As alien to me as a Brit.
She said,
“You put my brother in the mental hospital.”
As lines go, it’s a showstopper.
I asked.
“What?”
She took my spoon, asked,
“May I?”
Cut a corner of my Danish, said,
“I like sweet things.”
She’d thrown me. The only person I knew for sure I’d put in the home for the bewildered was my own self. Then,
Jesus Christ.
Years ago, a young man had been beheading swans. I’d nailed him and, yeah, he came from a good family, meaning cash and clout. No jail time, sent to a hospital. She asked,
“Coming back dude? The booze hasn’t destroyed all the brain cells?”
I’d met most brands of psychos during my career as a half-arsed investigator. They all shared the same total lack of empathy. Not so much they lacked a human element, more like they were a whole other species. A highly lethal one. But that kid, he’d used a samurai sword to decapitate the swans. What I most recalled was the absolute glee in his eyes. He didn’t so much enjoy his deeds as revel in them. I’d used a stun gun to knock him back into the water. The swans had gone for his eyes. He lost one. Every fiber of my being had been to let him drown. But I’d dragged him out. I’d hoped never to see the creep again.
Years later, he’d turned up,
“ Cured,” he told me.
The medicine hadn’t been invented to rewire his kind. They simply changed their act. The deadly impulse even more honed and ferocious than ever. He’d then vanished from my radar.
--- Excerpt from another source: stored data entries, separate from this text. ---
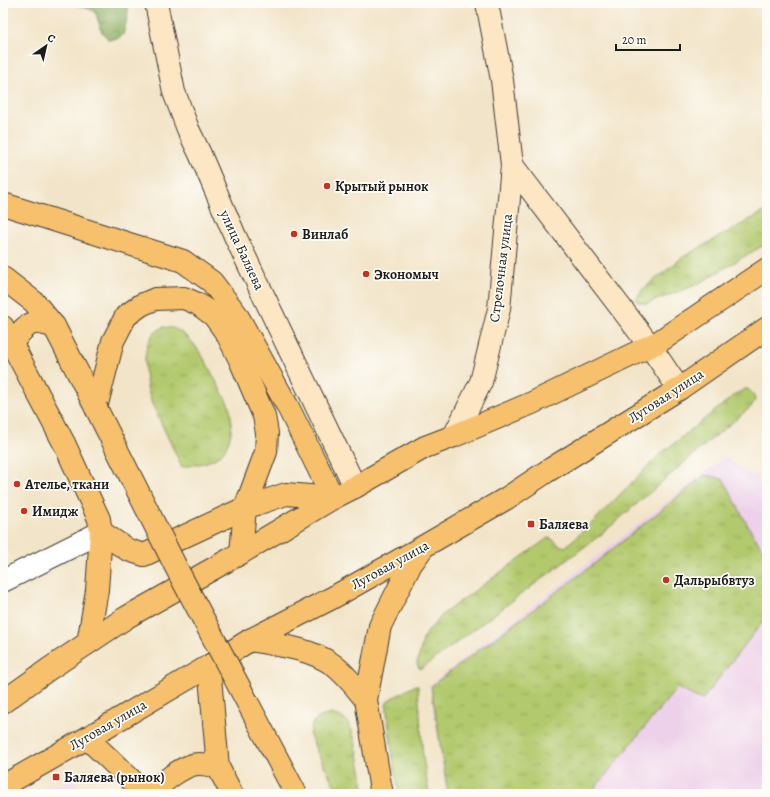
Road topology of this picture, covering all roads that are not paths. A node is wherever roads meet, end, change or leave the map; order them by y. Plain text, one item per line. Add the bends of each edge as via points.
1 (156, 3) edge
2 (487, 3) edge
3 (512, 165) junction
4 (3, 204) edge
5 (767, 269) edge
6 (3, 278) edge
7 (54, 326) junction
8 (767, 328) edge
9 (8, 335) edge
10 (650, 346) junction
11 (679, 389) junction
12 (96, 408) junction
13 (454, 436) junction
14 (355, 487) junction
15 (333, 498) junction
16 (245, 508) junction
17 (101, 532) junction
18 (426, 546) junction
19 (241, 553) junction
20 (3, 581) edge
21 (250, 640) junction
22 (88, 643) junction
23 (209, 666) junction
24 (366, 700) junction
25 (3, 702) edge
26 (87, 738) junction
27 (218, 767) junction
28 (3, 786) edge
29 (146, 794) edge
30 (150, 794) edge
31 (232, 794) edge
32 (296, 794) edge
33 (382, 794) edge

1 - 14 main road, улица Баляева via 174,92 188,129 235,236
2 - 3 main road, Стрелочная улица via 502,80
3 - 10 main road
3 - 13 main road, Стрелочная улица via 499,309 481,382
4 - 15 main road via 183,261 212,282 237,315 288,407
5 - 10 main road
6 - 7 main road via 34,302
7 - 9 main road via 34,323
7 - 12 main road
8 - 11 main road, Луговая улица
9 - 17 main road via 64,443 99,519
10 - 11 main road
10 - 13 main road via 532,403
11 - 18 main road, Луговая улица
12 - 16 main road via 113,341 126,316 140,305 155,299 184,298 198,304 214,316 227,334 264,416 267,433 266,452
12 - 32 main road, bridge via 180,575
13 - 14 main road via 425,447
14 - 15 main road
15 - 16 main road via 286,494
15 - 19 main road
16 - 17 main road via 144,555 128,550
16 - 19 main road
17 - 20 street
17 - 22 main road via 97,590
18 - 21 main road, Луговая улица
18 - 24 main road via 411,564 380,626
19 - 22 main road via 127,617
21 - 23 main road, Луговая улица
21 - 24 main road via 320,657 350,680
22 - 25 main road
23 - 26 main road, Луговая улица
23 - 27 main road
24 - 33 main road
26 - 28 main road, Луговая улица
26 - 29 main road
27 - 30 main road via 199,763 183,768
27 - 31 main road

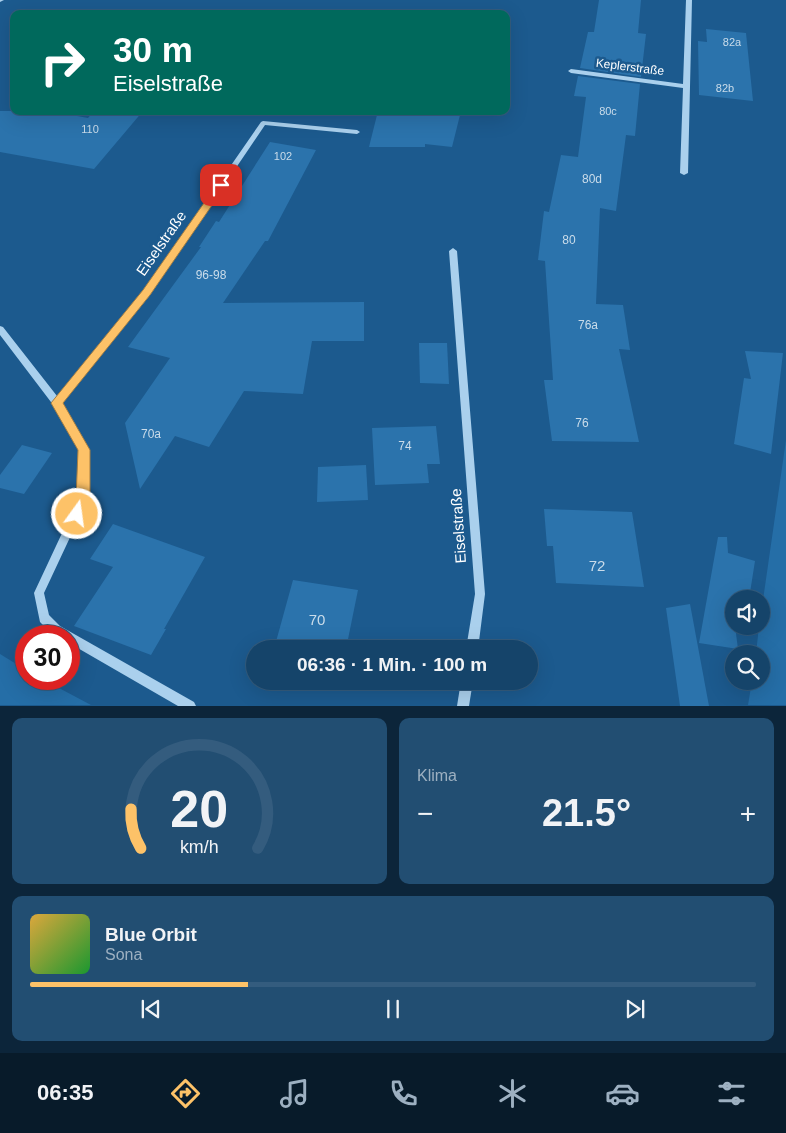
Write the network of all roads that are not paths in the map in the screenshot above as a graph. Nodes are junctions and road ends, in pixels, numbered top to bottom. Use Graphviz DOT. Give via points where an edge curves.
graph roads {
  1 [pos="689,0"];
  2 [pos="571,71"];
  3 [pos="686,86"];
  4 [pos="358,132"];
  5 [pos="684,173"];
  6 [pos="453,251"];
  7 [pos="0,329"];
  8 [pos="57,403"];
  9 [pos="51,625"];
  10 [pos="473,640"];
  11 [pos="80,643"];
  12 [pos="466,690"];
  13 [pos="190,706"];
  14 [pos="463,706"];
  1 -- 3 [label="street, Keplerstraße"];
  2 -- 3 [label="street, Keplerstraße"];
  3 -- 5 [label="street, Keplerstraße"];
  4 -- 8 [label="street, Eiselstraße" via="263,123 147,293"];
  6 -- 10 [label="street, Eiselstraße" via="480,594"];
  7 -- 8 [label="street"];
  8 -- 9 [label="street" via="84,450 83,499 39,593 44,618"];
  11 -- 13 [label="street"];
  12 -- 14 [label="street"];
}
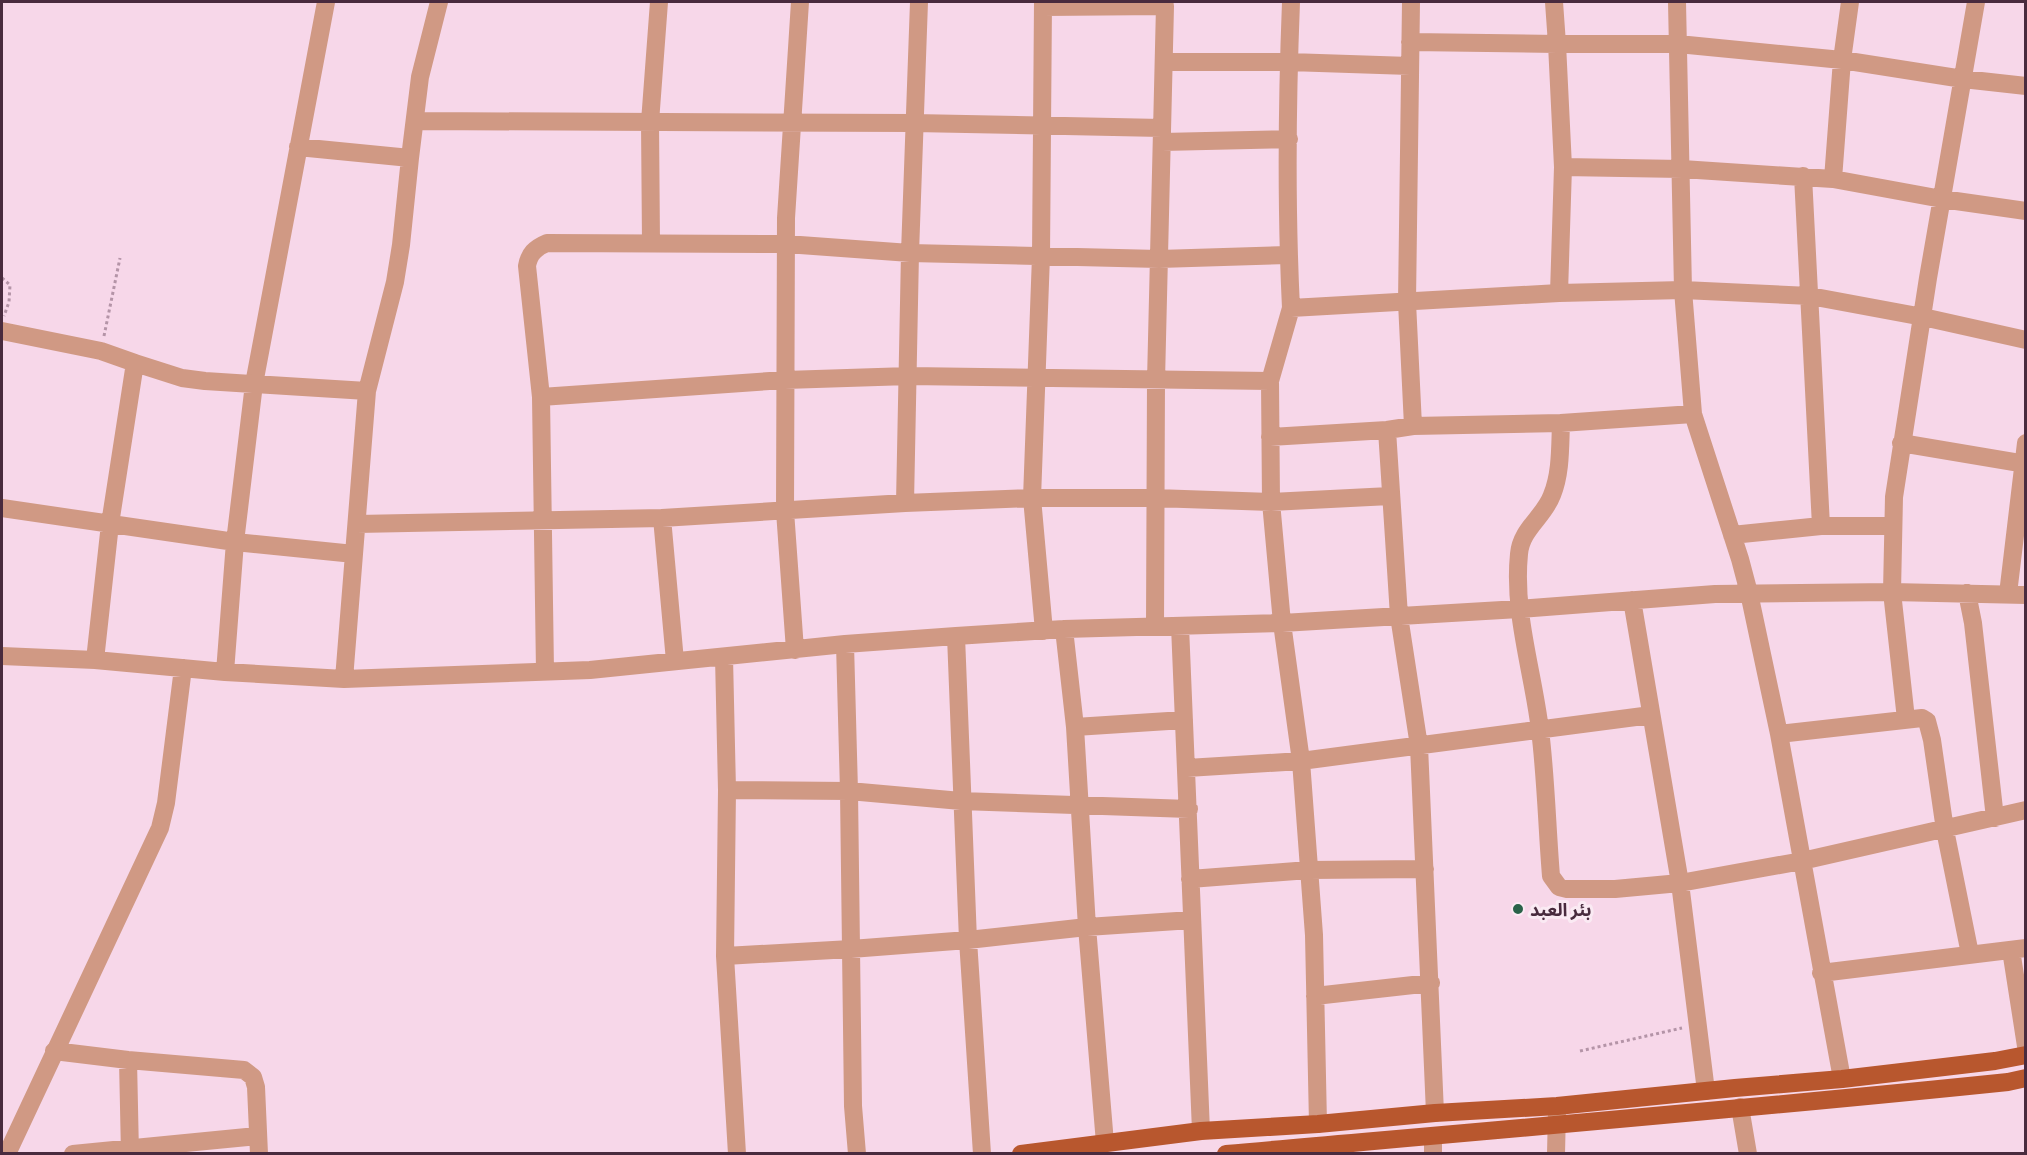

I always knew he was out there and I was unfinished business. I said,
“I remember him; he told me he was a student.”
She gave me a look of pure defiance, said,
“He got his degree.”
I couldn’t resist, said,
“Long as it wasn’t as a vet.”
She pushed the Danish back, said,
“It’s stale.”
I said,
“So….?”
“He’s missing.”
I wanted to say,
“He was born missing,” but went with
“And I should care… why?”
“I want you to find him.”
I laughed, said,
“I’m the very last person he’d want on his case. You never gave me your name.”